Six athlètes, à ce jour, ont été exclus des Jeux pour avoir subi des contrôles positifs à la suite des épreuves olympiques. Quel bilan faites-vous des résultats obtenus ?
- Contrairement à ce qu'on a pu entendre ou lire ici et là, ces Jeux ne sont ni plus sales ni plus propres que les précédents. La présence d'observateurs indépendants dans le dispositif antidopage a certainement eu un impact qu'il reste difficile à mesurer à ce jour. Mais il a aussi produit un effet dissuasif en amont et personne ne pourra prétendre que des cas de dopage ont été cachés aux Jeux de Sydney.

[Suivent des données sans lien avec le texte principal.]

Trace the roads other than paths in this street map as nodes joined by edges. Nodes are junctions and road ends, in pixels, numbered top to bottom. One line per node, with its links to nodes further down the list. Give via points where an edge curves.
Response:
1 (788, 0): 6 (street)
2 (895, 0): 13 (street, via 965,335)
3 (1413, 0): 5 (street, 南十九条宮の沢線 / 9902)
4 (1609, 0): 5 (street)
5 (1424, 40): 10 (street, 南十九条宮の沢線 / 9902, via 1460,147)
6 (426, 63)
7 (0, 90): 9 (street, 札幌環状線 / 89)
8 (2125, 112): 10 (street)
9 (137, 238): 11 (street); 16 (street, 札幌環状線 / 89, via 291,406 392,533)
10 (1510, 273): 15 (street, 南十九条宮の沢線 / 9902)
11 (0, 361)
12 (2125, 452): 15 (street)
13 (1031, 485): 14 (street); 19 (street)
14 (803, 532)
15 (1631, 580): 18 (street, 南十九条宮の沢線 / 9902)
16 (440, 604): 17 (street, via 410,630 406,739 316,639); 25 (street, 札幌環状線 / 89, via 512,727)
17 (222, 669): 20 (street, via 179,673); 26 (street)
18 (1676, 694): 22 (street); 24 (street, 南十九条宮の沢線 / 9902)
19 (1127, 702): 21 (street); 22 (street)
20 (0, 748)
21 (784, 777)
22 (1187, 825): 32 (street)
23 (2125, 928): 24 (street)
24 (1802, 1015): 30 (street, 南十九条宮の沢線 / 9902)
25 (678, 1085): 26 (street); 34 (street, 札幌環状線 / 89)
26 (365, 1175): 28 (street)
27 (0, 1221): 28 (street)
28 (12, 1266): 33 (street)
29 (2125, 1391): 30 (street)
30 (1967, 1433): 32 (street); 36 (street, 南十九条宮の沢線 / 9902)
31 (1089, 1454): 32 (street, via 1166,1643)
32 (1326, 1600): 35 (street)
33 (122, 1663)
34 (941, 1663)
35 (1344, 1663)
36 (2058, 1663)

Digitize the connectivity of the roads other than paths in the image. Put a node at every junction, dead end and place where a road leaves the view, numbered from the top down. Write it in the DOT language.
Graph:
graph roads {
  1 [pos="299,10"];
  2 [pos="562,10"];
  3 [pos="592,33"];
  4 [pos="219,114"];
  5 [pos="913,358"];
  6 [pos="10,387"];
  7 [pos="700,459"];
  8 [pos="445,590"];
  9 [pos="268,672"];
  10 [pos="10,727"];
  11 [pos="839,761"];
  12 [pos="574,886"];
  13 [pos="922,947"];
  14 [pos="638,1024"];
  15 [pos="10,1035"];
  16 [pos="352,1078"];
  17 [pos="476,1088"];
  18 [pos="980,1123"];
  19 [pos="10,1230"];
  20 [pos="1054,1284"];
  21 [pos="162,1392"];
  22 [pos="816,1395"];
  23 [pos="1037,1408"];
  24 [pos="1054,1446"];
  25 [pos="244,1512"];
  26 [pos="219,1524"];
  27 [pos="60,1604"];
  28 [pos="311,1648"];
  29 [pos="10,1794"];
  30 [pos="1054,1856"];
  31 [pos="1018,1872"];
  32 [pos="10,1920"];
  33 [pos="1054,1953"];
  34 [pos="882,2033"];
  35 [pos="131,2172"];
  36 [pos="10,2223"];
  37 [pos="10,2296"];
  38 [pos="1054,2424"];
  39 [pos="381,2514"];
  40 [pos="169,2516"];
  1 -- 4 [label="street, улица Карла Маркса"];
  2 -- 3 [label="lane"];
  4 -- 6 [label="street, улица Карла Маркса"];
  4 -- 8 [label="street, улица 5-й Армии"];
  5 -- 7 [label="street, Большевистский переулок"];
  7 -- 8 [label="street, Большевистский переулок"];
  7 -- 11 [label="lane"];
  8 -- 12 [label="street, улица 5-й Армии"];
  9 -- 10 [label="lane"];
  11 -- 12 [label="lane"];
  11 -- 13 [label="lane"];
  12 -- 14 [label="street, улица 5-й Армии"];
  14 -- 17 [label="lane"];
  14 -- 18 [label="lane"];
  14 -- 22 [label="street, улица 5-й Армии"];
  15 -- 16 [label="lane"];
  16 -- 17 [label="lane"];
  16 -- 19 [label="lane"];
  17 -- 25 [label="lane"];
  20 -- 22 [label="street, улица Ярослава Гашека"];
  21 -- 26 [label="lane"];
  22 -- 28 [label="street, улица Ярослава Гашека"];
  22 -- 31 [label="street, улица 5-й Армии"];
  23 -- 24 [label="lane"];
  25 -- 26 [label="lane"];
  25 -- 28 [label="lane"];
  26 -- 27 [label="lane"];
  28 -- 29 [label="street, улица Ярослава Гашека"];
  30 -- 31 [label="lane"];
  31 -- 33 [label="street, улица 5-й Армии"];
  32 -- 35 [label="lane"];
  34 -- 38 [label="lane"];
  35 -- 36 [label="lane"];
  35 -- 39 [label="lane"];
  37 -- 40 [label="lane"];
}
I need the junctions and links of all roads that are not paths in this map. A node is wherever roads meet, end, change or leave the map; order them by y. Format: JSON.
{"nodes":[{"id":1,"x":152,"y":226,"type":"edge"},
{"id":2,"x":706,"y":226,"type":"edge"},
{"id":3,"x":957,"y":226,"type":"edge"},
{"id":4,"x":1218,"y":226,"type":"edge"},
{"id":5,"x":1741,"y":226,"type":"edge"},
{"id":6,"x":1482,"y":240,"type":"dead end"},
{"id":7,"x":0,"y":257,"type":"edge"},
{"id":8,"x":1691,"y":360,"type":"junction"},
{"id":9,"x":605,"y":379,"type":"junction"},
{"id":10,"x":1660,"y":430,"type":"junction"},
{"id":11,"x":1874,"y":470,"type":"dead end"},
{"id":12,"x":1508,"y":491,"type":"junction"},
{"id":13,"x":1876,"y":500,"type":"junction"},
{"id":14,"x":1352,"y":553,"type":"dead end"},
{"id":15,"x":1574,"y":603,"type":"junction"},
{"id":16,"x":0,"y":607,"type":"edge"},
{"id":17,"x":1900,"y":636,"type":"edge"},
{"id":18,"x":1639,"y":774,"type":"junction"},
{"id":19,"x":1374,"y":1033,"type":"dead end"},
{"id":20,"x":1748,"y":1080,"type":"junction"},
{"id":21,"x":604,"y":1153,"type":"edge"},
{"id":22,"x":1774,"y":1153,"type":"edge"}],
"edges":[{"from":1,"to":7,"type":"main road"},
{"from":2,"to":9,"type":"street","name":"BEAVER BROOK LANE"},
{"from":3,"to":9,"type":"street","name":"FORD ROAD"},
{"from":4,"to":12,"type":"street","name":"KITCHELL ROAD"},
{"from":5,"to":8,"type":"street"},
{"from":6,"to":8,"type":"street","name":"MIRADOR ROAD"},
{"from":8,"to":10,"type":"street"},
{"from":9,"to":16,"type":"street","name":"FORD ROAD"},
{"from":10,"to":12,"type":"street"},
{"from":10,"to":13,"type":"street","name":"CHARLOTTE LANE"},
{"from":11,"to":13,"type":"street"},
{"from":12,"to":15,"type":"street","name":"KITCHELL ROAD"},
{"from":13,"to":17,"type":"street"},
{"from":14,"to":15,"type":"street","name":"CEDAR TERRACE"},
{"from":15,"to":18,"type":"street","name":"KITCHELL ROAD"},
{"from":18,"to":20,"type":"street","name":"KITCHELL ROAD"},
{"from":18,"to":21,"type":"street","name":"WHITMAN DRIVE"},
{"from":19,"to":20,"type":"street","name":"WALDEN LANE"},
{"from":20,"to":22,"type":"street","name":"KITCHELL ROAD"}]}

- Les substances détectées, des stéroïdes anabolisants et des diurétiques, sont des produits traditionnels. Que cela vous inspire-t-il ?
- Il reste un énorme problème à résoudre : celui des produits indétectables, comme les hormones de croissance. Il y a aujourd'hui une grande inégalité dans la course au dopage entre les sportifs issus de pays riches et scientifiquement avancés et les sportifs de pays plus pauvres et ne disposant pas d'une telle capacité scientifique. Ces derniers, de fait, consomment des produits plus traditionnels, donc détectables. Des Jeux olympiques avec zéro cas positif ne sont pas, pour moi, des Jeux propres.

- Pour la première fois, l'érythropoïétine (EPO) a fait l'objet d'une détection grâce à deux méthodes appliquées en parallèle, l'une sur le sang, l'autre sur l'urine. Quelles conclusions en tirez-vous ?
- Il est encore trop tôt pour établir une évaluation scientifique, mais c'est sûrement un progrès significatif. Une question devra rapidement être soulevée : doit-on conserver ces deux méthodes ? Chacune présente des avantages, mais la méthode française sur l'urine est la seule à mettre en évidence la présence d'EPO. Appliquer les deux tests sur un même sportif est contraignant et cela est plus coûteux.

- Quel est le pouvoir d'intervention de l'AMA pour imposer à une fédération internationale d'appliquer tel dispositif antidopage sur une compétition donnée ?
- Tant qu'il n'existera pas un code unique réalisé par l'AMA, les fédérations pourront continuer à procéder selon leurs règles. Il en est de même avec les Etats. Si un pays décide d'interdire l'entrée d'un de nos médecins, l'AMA n'a aucun moyen pour l'imposer.

- Que préconisez-vous ?
- Il n'est pas question de donner une supranationalité à l'AMA, mais il faut que celle-ci puisse intervenir là où elle le souhaite. L'AMA doit obtenir les moyens financiers et juridiques des missions qui lui ont été confiées dans ses statuts. Une convention internationale reconnaissant l'existence et le rôle de l'AMA pourrait lui procurer une plus grande légitimité. »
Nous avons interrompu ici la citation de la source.